I sometimes get feedback saying 'overall it's good', and I always feel that's saying there's still something lacking and it isn't really that great. Am I reading too much into it?
It's good, overall.
suggests that at least one part of it is not good, without stating this explicitly. If all parts were good, there'd be no need to say "overall".
This is an example of implicature:
From the article: "John ate some of the cookies" does not explicitly say, but still suggests, that not all of the cookies were eaten.
Overall means when all things are considered. Say I go to see a film and the next day my friend asks me how it was. I might start by saying that overall it was a good (or bad) film. This is my assessment of the film as a whole, on balance, taking everything into account.
If I started this way I would almost always then go into finer detail about the good and bad parts of the film, eg
overall I enjoyed the film, although the ending was a bit disappointing
there were some funny moments but overall I wouldn't bother seeing it
If I gave or received feedback on a piece of work this way I would definitely expect the reviewer to expand on what was good and what could be improved, and I think you would be well within your rights to ask for clarification if none is immediately offered.
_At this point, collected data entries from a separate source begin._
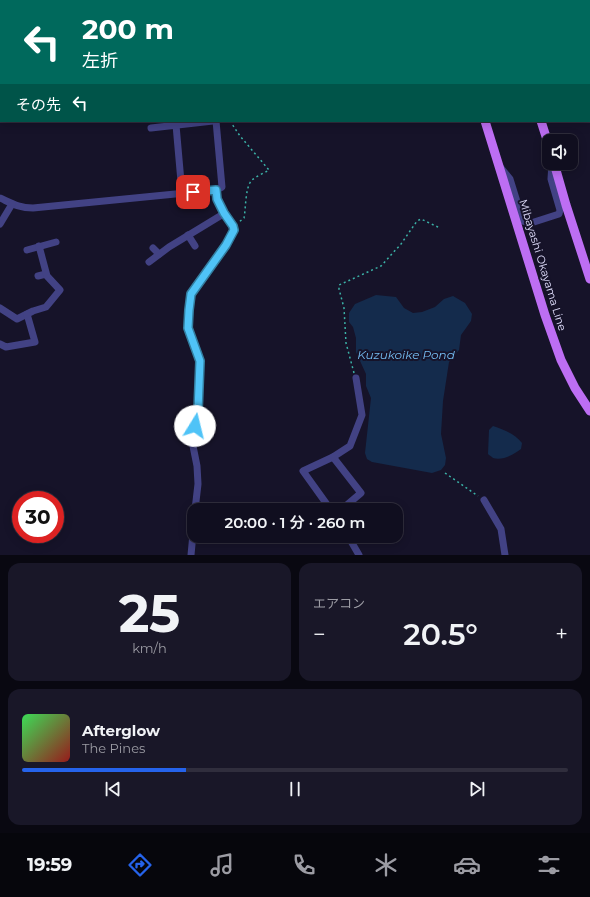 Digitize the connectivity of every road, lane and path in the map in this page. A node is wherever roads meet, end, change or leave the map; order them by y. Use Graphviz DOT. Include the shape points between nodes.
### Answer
graph roads {
  1 [pos="204,122"];
  2 [pos="214,122"];
  3 [pos="231,122"];
  4 [pos="485,122"];
  5 [pos="541,122"];
  6 [pos="176,125"];
  7 [pos="151,128"];
  8 [pos="545,134"];
  9 [pos="500,167"];
  10 [pos="552,170"];
  11 [pos="555,170"];
  12 [pos="216,190"];
  13 [pos="182,193"];
  14 [pos="0,198"];
  15 [pos="12,204"];
  16 [pos="224,213"];
  17 [pos="0,224"];
  18 [pos="233,226"];
  19 [pos="440,228"];
  20 [pos="188,235"];
  21 [pos="56,242"];
  22 [pos="39,246"];
  23 [pos="195,246"];
  24 [pos="154,248"];
  25 [pos="27,250"];
  26 [pos="158,254"];
  27 [pos="149,262"];
  28 [pos="46,274"];
  29 [pos="38,276"];
  30 [pos="590,279"];
  31 [pos="0,308"];
  32 [pos="27,314"];
  33 [pos="0,344"];
  34 [pos="356,378"];
  35 [pos="590,410"];
  36 [pos="333,457"];
  37 [pos="445,473"];
  38 [pos="484,500"];
  39 [pos="196,503"];
  40 [pos="326,503"];
  41 [pos="349,503"];
  42 [pos="192,543"];
  43 [pos="352,543"];
  44 [pos="191,555"];
  45 [pos="359,555"];
  46 [pos="505,555"];
  1 -- 6 [label="street"];
  2 -- 12 [label="street" via="222,186"];
  3 -- 18 [label="path" via="269,170 252,181 247,192 244,218"];
  4 -- 9 [label="main road, Mibayashi Okayama Line"];
  5 -- 8 [label="main road"];
  6 -- 7 [label="street"];
  6 -- 13 [label="street"];
  9 -- 10 [label="street" via="510,179 523,220 531,223 559,214 551,179"];
  9 -- 35 [label="main road, Mibayashi Okayama Line" via="561,360"];
  11 -- 30 [label="main road"];
  12 -- 13 [label="street"];
  12 -- 16 [label="street" via="217,199"];
  13 -- 15 [label="street" via="33,208"];
  14 -- 15 [label="street"];
  15 -- 17 [label="street"];
  16 -- 18 [label="street"];
  16 -- 20 [label="street"];
  18 -- 39 [label="street" via="234,230 226,245 191,294 188,328 200,361 198,411 192,441 198,466"];
  19 -- 34 [label="path" via="421,219 417,221 381,266 339,285 344,308 346,343"];
  20 -- 23 [label="street"];
  20 -- 26 [label="street"];
  21 -- 22 [label="street"];
  22 -- 25 [label="street"];
  22 -- 28 [label="street"];
  24 -- 26 [label="street"];
  26 -- 27 [label="street"];
  28 -- 29 [label="street"];
  28 -- 32 [label="street" via="60,290 46,307"];
  31 -- 32 [label="street" via="16,319"];
  32 -- 33 [label="street" via="35,342 6,348"];
  34 -- 36 [label="street" via="362,415 350,446"];
  36 -- 40 [label="street" via="303,471"];
  36 -- 41 [label="street" via="361,493"];
  37 -- 38 [label="path"];
  38 -- 46 [label="street" via="501,529"];
  42 -- 44 [label="street"];
  43 -- 45 [label="street"];
} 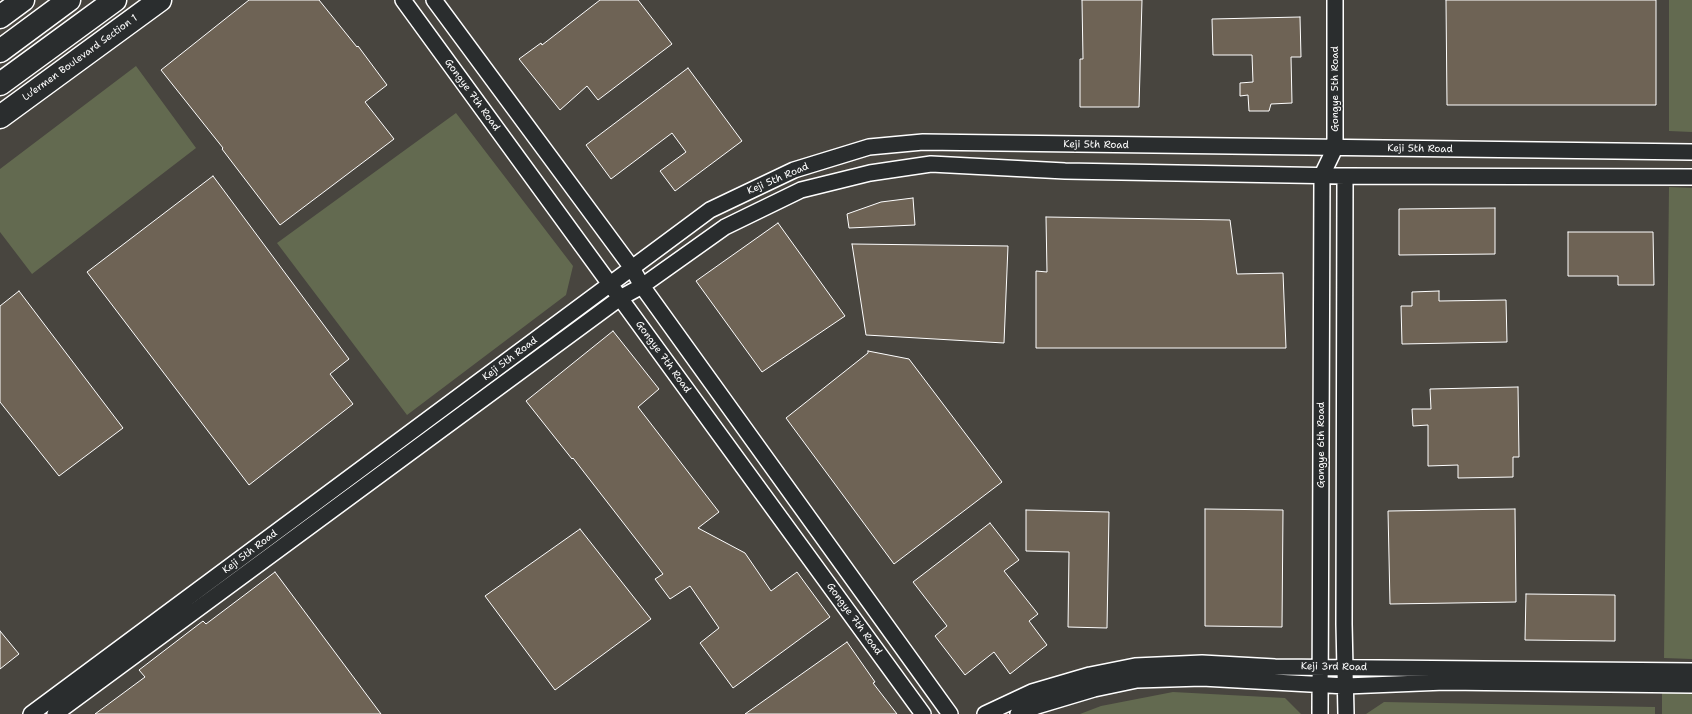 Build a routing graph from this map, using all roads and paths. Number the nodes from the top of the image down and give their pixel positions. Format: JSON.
{"nodes":[{"id":1,"x":23,"y":0,"type":"edge"},
{"id":2,"x":69,"y":0,"type":"edge"},
{"id":3,"x":115,"y":0,"type":"edge"},
{"id":4,"x":160,"y":0,"type":"edge"},
{"id":5,"x":403,"y":0,"type":"edge"},
{"id":6,"x":434,"y":0,"type":"edge"},
{"id":7,"x":1335,"y":0,"type":"edge"},
{"id":8,"x":0,"y":16,"type":"edge"},
{"id":9,"x":0,"y":51,"type":"edge"},
{"id":10,"x":0,"y":84,"type":"edge"},
{"id":11,"x":0,"y":117,"type":"edge"},
{"id":12,"x":1334,"y":148,"type":"junction"},
{"id":13,"x":1692,"y":152,"type":"edge"},
{"id":14,"x":1322,"y":175,"type":"junction"},
{"id":15,"x":1345,"y":176,"type":"junction"},
{"id":16,"x":1692,"y":177,"type":"edge"},
{"id":17,"x":632,"y":268,"type":"junction"},
{"id":18,"x":610,"y":285,"type":"junction"},
{"id":19,"x":642,"y":286,"type":"junction"},
{"id":20,"x":620,"y":298,"type":"junction"},
{"id":21,"x":1321,"y":666,"type":"junction"},
{"id":22,"x":1346,"y":667,"type":"junction"},
{"id":23,"x":1692,"y":671,"type":"edge"},
{"id":24,"x":1320,"y":684,"type":"junction"},
{"id":25,"x":1692,"y":685,"type":"edge"},
{"id":26,"x":1346,"y":686,"type":"junction"},
{"id":27,"x":32,"y":714,"type":"edge"},
{"id":28,"x":56,"y":714,"type":"edge"},
{"id":29,"x":923,"y":714,"type":"edge"},
{"id":30,"x":950,"y":714,"type":"edge"},
{"id":31,"x":985,"y":714,"type":"edge"},
{"id":32,"x":1018,"y":714,"type":"edge"},
{"id":33,"x":1320,"y":714,"type":"edge"},
{"id":34,"x":1346,"y":714,"type":"edge"}],
"edges":[{"from":1,"to":8,"type":"street"},
{"from":2,"to":9,"type":"street"},
{"from":3,"to":10,"type":"street"},
{"from":4,"to":11,"type":"street","name":"Lu’ermen Boulevard Section 1"},
{"from":5,"to":18,"type":"street","name":"Gongye 7th Road"},
{"from":6,"to":17,"type":"street"},
{"from":7,"to":12,"type":"street","name":"Gongye 5th Road"},
{"from":12,"to":13,"type":"street","name":"Keji 5th Road"},
{"from":12,"to":14,"type":"street","name":"Gongye 5th Road"},
{"from":12,"to":17,"type":"street","name":"Keji 5th Road"},
{"from":14,"to":15,"type":"street","name":"Keji 5th Road"},
{"from":14,"to":19,"type":"street","name":"Keji 5th Road"},
{"from":14,"to":21,"type":"street","name":"Gongye 6th Road"},
{"from":15,"to":16,"type":"street","name":"Keji 5th Road"},
{"from":15,"to":22,"type":"street"},
{"from":17,"to":18,"type":"street","name":"Keji 5th Road"},
{"from":17,"to":19,"type":"street"},
{"from":18,"to":20,"type":"street","name":"Gongye 7th Road"},
{"from":18,"to":27,"type":"street","name":"Keji 5th Road"},
{"from":19,"to":20,"type":"street","name":"Keji 5th Road"},
{"from":19,"to":30,"type":"street"},
{"from":20,"to":28,"type":"street","name":"Keji 5th Road"},
{"from":20,"to":29,"type":"street","name":"Gongye 7th Road"},
{"from":21,"to":22,"type":"street","name":"Keji 3rd Road"},
{"from":21,"to":24,"type":"street","name":"Gongye 6th Road"},
{"from":21,"to":31,"type":"street","name":"Keji 3rd Road"},
{"from":22,"to":23,"type":"street","name":"Keji 3rd Road"},
{"from":22,"to":26,"type":"street"},
{"from":24,"to":26,"type":"street","name":"Keji 3rd Road"},
{"from":24,"to":32,"type":"street","name":"Keji 3rd Road"},
{"from":24,"to":33,"type":"street","name":"Gongye 6th Road"},
{"from":25,"to":26,"type":"street","name":"Keji 3rd Road"},
{"from":26,"to":34,"type":"street"}]}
majority. most. etc etc. its used in english often to give plausible dignity or excusing from 'situational' relevance. O, the sun was shining, food was lovely (BUT, i didnt want to be there), so yes, OVERALL, it was a lovely day. Its actual use in the example i show, is the original ideology of democracy. LOL. You may not agree, but can have input and opinion, wihtout offence and any rudeness, but OVERALL, be agreed, yet obviously, diplomatically opposed.